**What the exercise asks**. Look through the entries below for the string "Puntuksentie", and copy each line where it is found.

[Collected data]
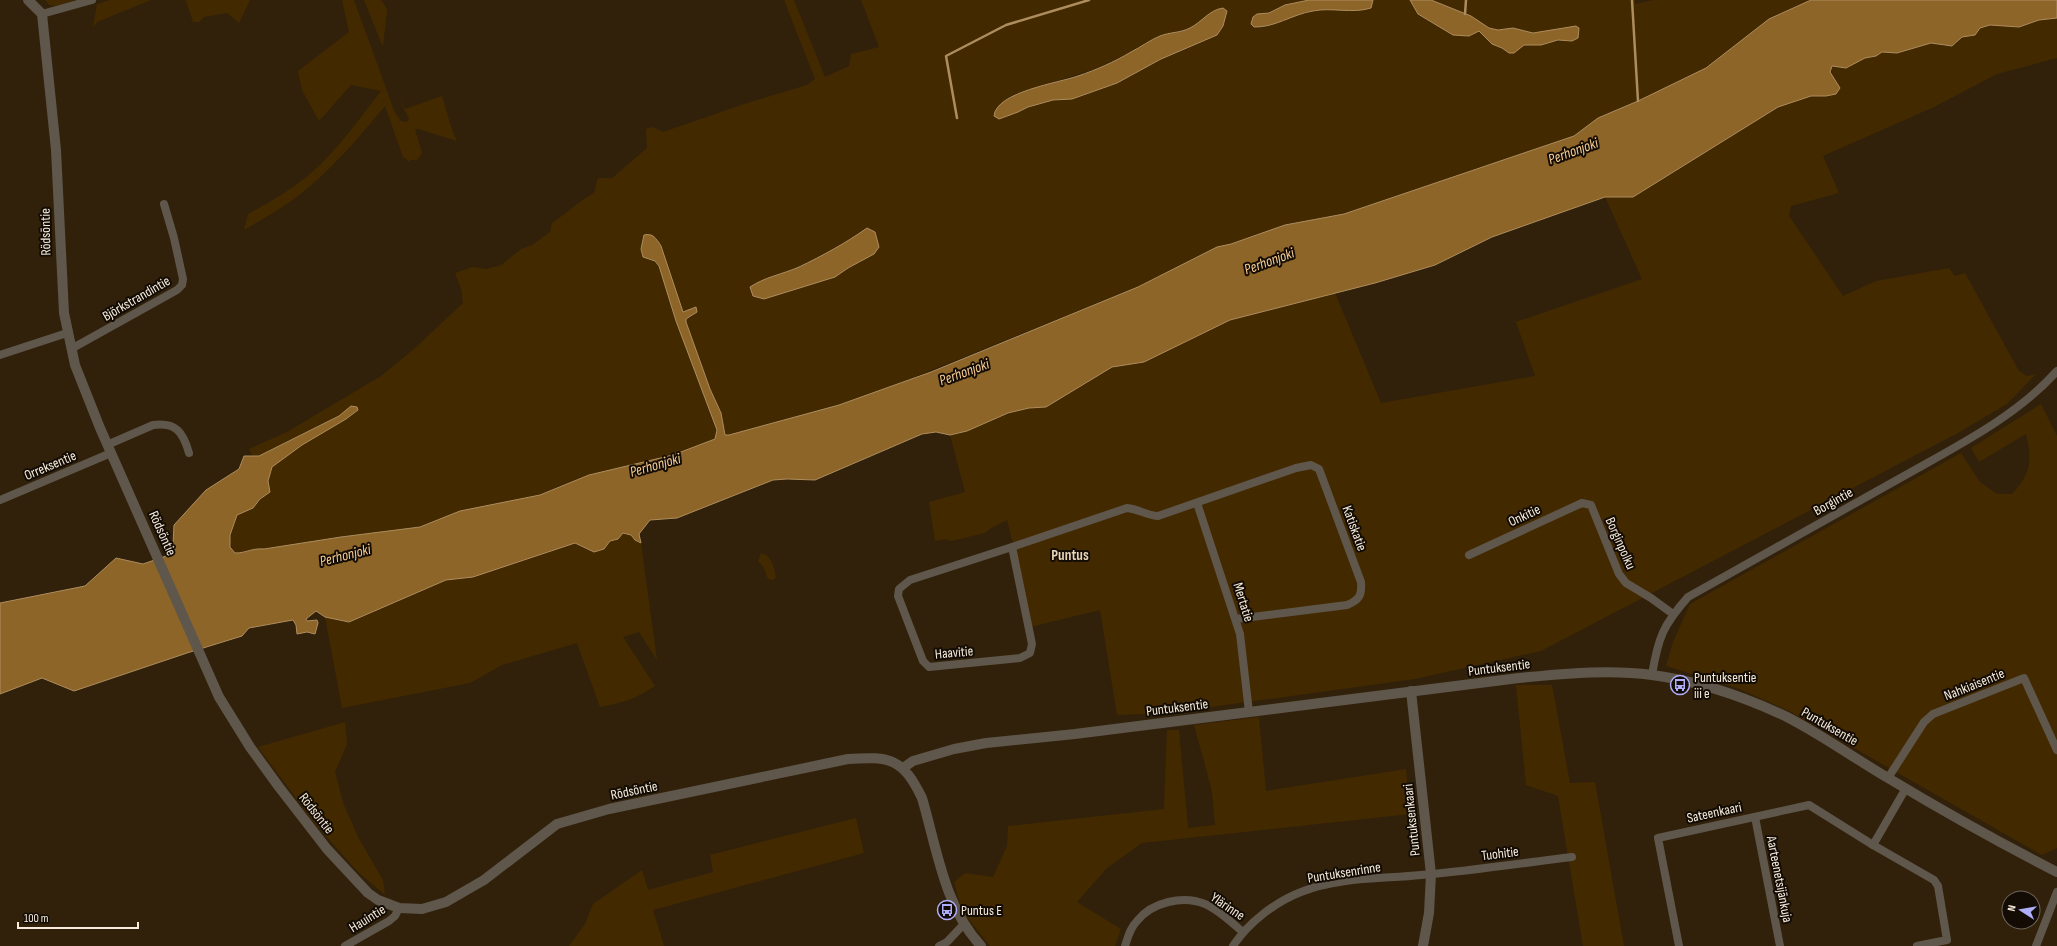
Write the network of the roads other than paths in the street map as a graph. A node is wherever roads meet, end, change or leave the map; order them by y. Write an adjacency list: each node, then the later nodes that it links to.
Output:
1 (92, 0): 3 (street)
2 (34, 2): 3 (street)
3 (42, 14): 5 (street, Rödsöntie)
4 (164, 204): 6 (street, Björkstrandintie)
5 (67, 333): 6 (street, Rödsöntie); 7 (street)
6 (71, 349): 9 (street, Rödsöntie)
7 (0, 355)
8 (2057, 371): 16 (street, Borgintie)
9 (109, 449): 10 (street, Orreksentie); 11 (street, Orreksentie); 31 (street, Rödsöntie)
10 (189, 453)
11 (0, 500)
12 (1197, 503): 14 (street, Haavitie); 17 (street, Mertatie); 17 (street, Katiskatie)
13 (1591, 505): 15 (street, Onkitie); 16 (street, Borginpolku)
14 (1012, 547): 14 (street, Haavitie)
15 (1469, 555)
16 (1673, 614): 18 (street, Borgintie)
17 (1236, 619): 20 (street, Mertatie)
18 (1652, 675): 19 (street, Puntuksentie); 23 (street, Puntuksentie)
19 (1411, 691): 20 (street, Puntuksentie); 29 (street, Puntuksenkaari)
20 (1249, 712): 22 (street, Puntuksentie)
21 (2057, 750): 23 (street, Nahkiaisentie)
22 (903, 768): 31 (street, Rödsöntie); 32 (street, Rödsöntie)
23 (1888, 778): 24 (street, Puntuksentie)
24 (1906, 788): 26 (street); 28 (street, Puntuksentie)
25 (1755, 817): 26 (street, Sateenkaari); 40 (street, Sateenkaari); 41 (street, Aarteenetsijänkuja)
26 (1873, 845): 42 (street, Sateenkaari)
27 (1572, 857): 29 (street, Tuohitie)
28 (2057, 872)
29 (1431, 874): 33 (street, Puntuksenrinne); 39 (street, Puntuksenkaari)
30 (2057, 892): 43 (street)
31 (399, 908): 34 (street, Hauintie)
32 (963, 925): 35 (street); 36 (street, Rödsöntie)
33 (1243, 932): 37 (street, Ylärinne); 38 (street, Puntuksenrinne)
34 (345, 946)
35 (939, 946)
36 (981, 946)
37 (1124, 946)
38 (1233, 946)
39 (1423, 946)
40 (1680, 946)
41 (1780, 946)
42 (1917, 946)
43 (2036, 946)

**Solution**.
18 (1652, 675): 19 (street, Puntuksentie); 23 (street, Puntuksentie)
19 (1411, 691): 20 (street, Puntuksentie); 29 (street, Puntuksenkaari)
20 (1249, 712): 22 (street, Puntuksentie)
23 (1888, 778): 24 (street, Puntuksentie)
24 (1906, 788): 26 (street); 28 (street, Puntuksentie)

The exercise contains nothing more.